You can hate him, berate him, and try very hard to minimize any of his accomplishments, but President Trump is starting to tip the arguments his way.
President Trump has his own methods, and although they're not spiritually framed like MLK's were, they are just as shrewd.
The President's critics are practically foaming at the mouth, and aren't capable of having any rational discourse with regard to Mr Trump. This new breakthrough with North Korea is so important in the light of world power and security, and so clearly positive, that there's almost no basis on which to criticize it, or him.

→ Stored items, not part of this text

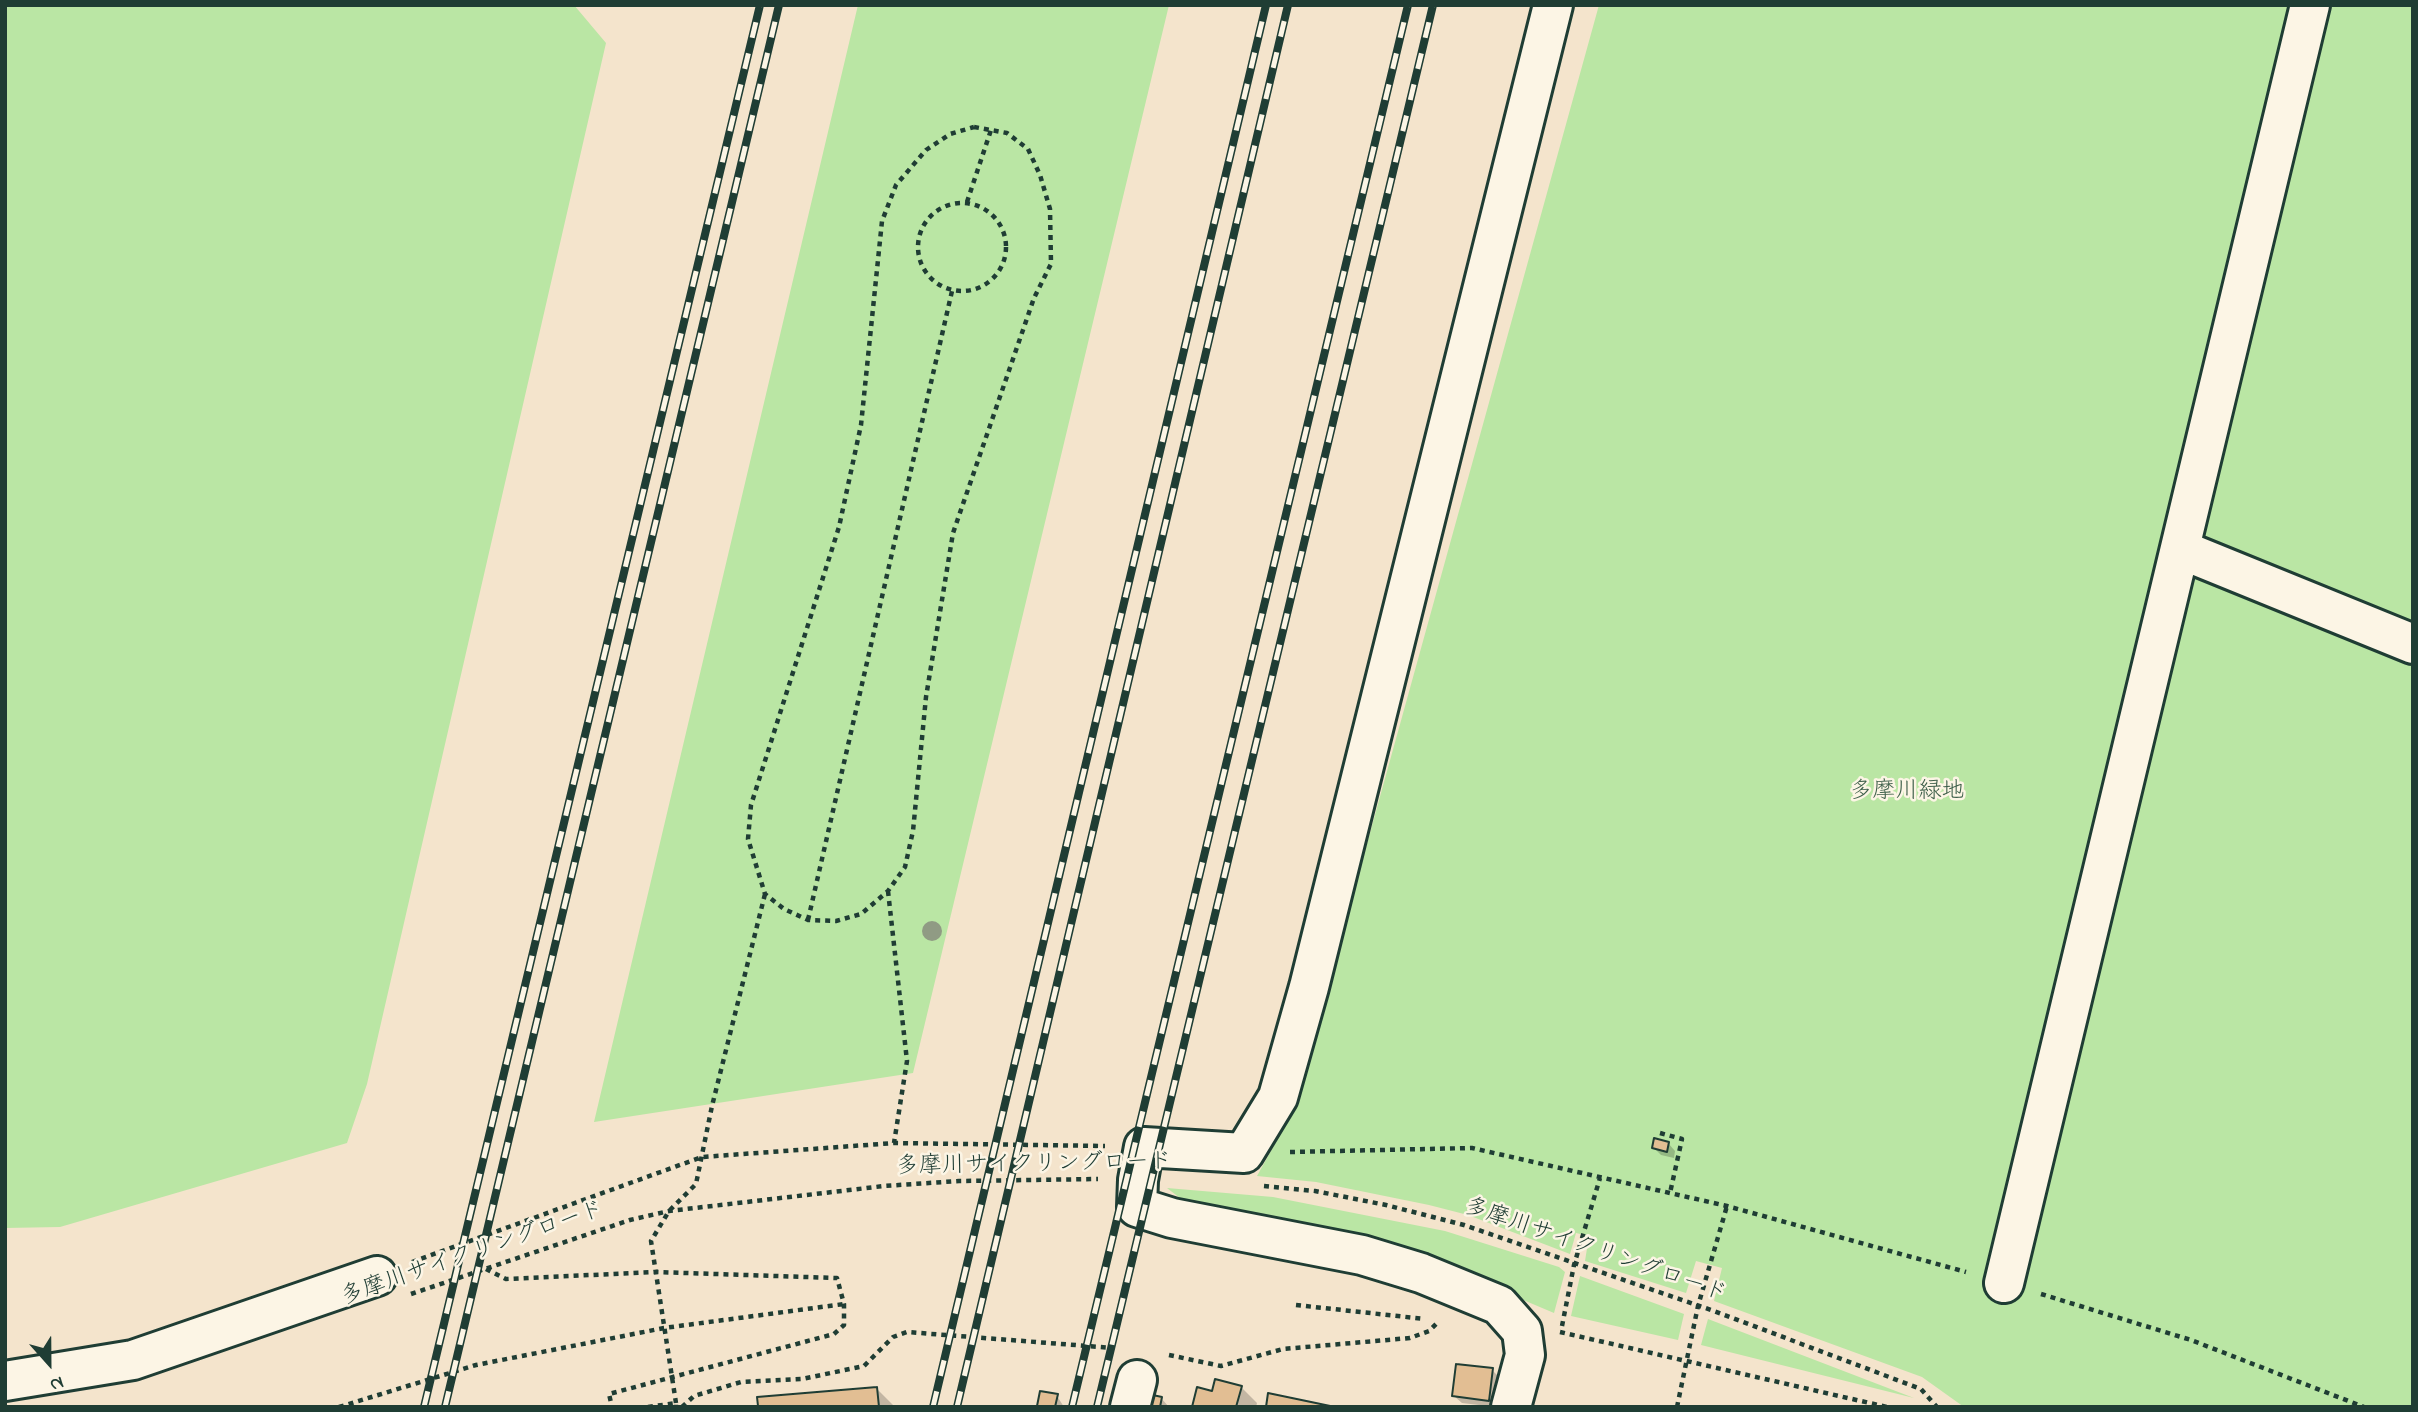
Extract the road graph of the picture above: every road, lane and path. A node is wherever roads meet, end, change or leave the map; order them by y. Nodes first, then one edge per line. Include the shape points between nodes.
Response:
1 (1553, 5) edge
2 (2310, 5) edge
3 (991, 130) junction
4 (967, 202) junction
5 (952, 290) junction
6 (2182, 550) junction
7 (2413, 644) edge
8 (888, 891) junction
9 (765, 894) junction
10 (808, 920) junction
11 (1660, 1133) dead end
12 (894, 1143) junction
13 (702, 1157) junction
14 (1141, 1163) junction
15 (1250, 1169) junction
16 (1600, 1178) junction
17 (1670, 1194) junction
18 (1727, 1206) junction
19 (669, 1211) junction
20 (1574, 1265) junction
21 (486, 1269) junction
22 (655, 1272) junction
23 (2004, 1283) junction
24 (388, 1287) junction
25 (844, 1304) junction
26 (1296, 1305) dead end
27 (1698, 1306) junction
28 (1564, 1314) dead end
29 (664, 1328) junction
30 (1550, 1330) dead end
31 (1685, 1360) junction
32 (672, 1378) junction
33 (1137, 1379) edge
34 (5, 1381) edge
35 (676, 1405) edge
36 (339, 1407) edge
37 (612, 1407) edge
38 (648, 1407) edge
39 (682, 1407) edge
40 (1511, 1407) edge
41 (1676, 1407) edge
42 (1887, 1407) edge
43 (1937, 1407) edge
44 (2364, 1407) edge

1 - 15 lane via 1294,1049
2 - 6 lane
3 - 4 path
3 - 8 path via 1007,133 1028,149 1041,175 1053,234 1051,264 953,533 926,697 913,831 905,867
3 - 9 path via 974,127 950,134 926,150 896,185 882,222 862,425 839,527 751,805 748,839
4 - 5 path via 939,209 927,219 917,247 926,275
4 - 5 path via 993,214 1002,226 1006,254 1002,268 987,284
5 - 10 path
6 - 7 lane
6 - 23 lane
8 - 10 path via 861,914 836,921
8 - 12 path via 907,1061
9 - 10 path
9 - 13 path
11 - 17 path via 1682,1139
12 - 13 path
12 - 14 path
13 - 19 path via 696,1185
13 - 24 path
14 - 15 lane
14 - 19 path, 多摩川サイクリングロード
14 - 40 lane via 1137,1207 1362,1255 1499,1305 1522,1331 1525,1354
15 - 16 path via 1472,1148
15 - 20 path, 多摩川サイクリングロード via 1315,1191 1428,1213
16 - 17 path
16 - 20 path
17 - 18 path
18 - 23 path
18 - 27 path
19 - 21 path, 多摩川サイクリングロード
19 - 22 path via 651,1241
20 - 27 path, 多摩川サイクリングロード
20 - 28 path
21 - 22 path via 506,1279
21 - 24 path, 多摩川サイクリングロード
22 - 25 path via 837,1278
22 - 29 path
23 - 44 path via 2191,1340
24 - 34 lane via 134,1360
25 - 29 path
25 - 32 path via 844,1325 834,1334
26 - 33 path via 1440,1321 1410,1338 1283,1349 1221,1366
27 - 31 path
27 - 43 path, 多摩川サイクリングロード via 1921,1389
29 - 32 path
29 - 36 path via 475,1365
30 - 31 path
31 - 41 path
31 - 42 path
32 - 35 path
32 - 37 path via 609,1394
33 - 39 path via 906,1332 893,1338 864,1366 802,1379 741,1382 694,1396
35 - 38 path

This creates a great dilemma. To acknowledge the obvious, that Trump is moving in the right direction, is heretical. At no stage will those who oppose the President ever acquiesce in the slightest. But how does one argue against Trump when there's such obvious evidence that the man is breaking through in world diplomacy? And on a level not seen since Nixon thawing the frosty Chinese. Nixon never got the Peace Prize, but his accomplishment was so objectively worthy the Nobel committee had to give it to someone associated with the détente. So they gave it to his Secretary of State. Anyone but Nixon.
Martin Luther King was awarded the Nobel Peace Prize in 1964, the same year 'Why We Can't Wait' was published. The prize was given because of what King had accomplished in the Birmingham march the previous year, and for the sentiment expressed in his book, including his 'ten commandments.'
In 2018, King (and Mandela, ironically) is seen as a bit of an embarrassment by the racist left. Not militant enough. Too willing to refrain from judging others on the color of their skin, seeing the content of a person's character as more important. How quaint. Fifteen years before MLK made his Birmingham march, Miles Davis rejected Louis Armstrong, because of how willing Satchmo was to perform with white musicians, and because he didn't show sufficient race rage. In the same way, today's race militants demand unbridled anger. This is a mistake.Racism and prejudice are terrible and destructive, no matter the color of the person practicing them. No one gets a pass. Not even great musicians.
Real leadership is when one is willing to sit down with an adversary, and hammer out a solution. Martin Luther King was a great man, and thoroughly deserved his Peace Prize. He was a disruptor who changed America. Donald Trump is a disruptor of a different kind, but no less compelling. He's about to confound his critics once again. Let's hope their heads don't explode.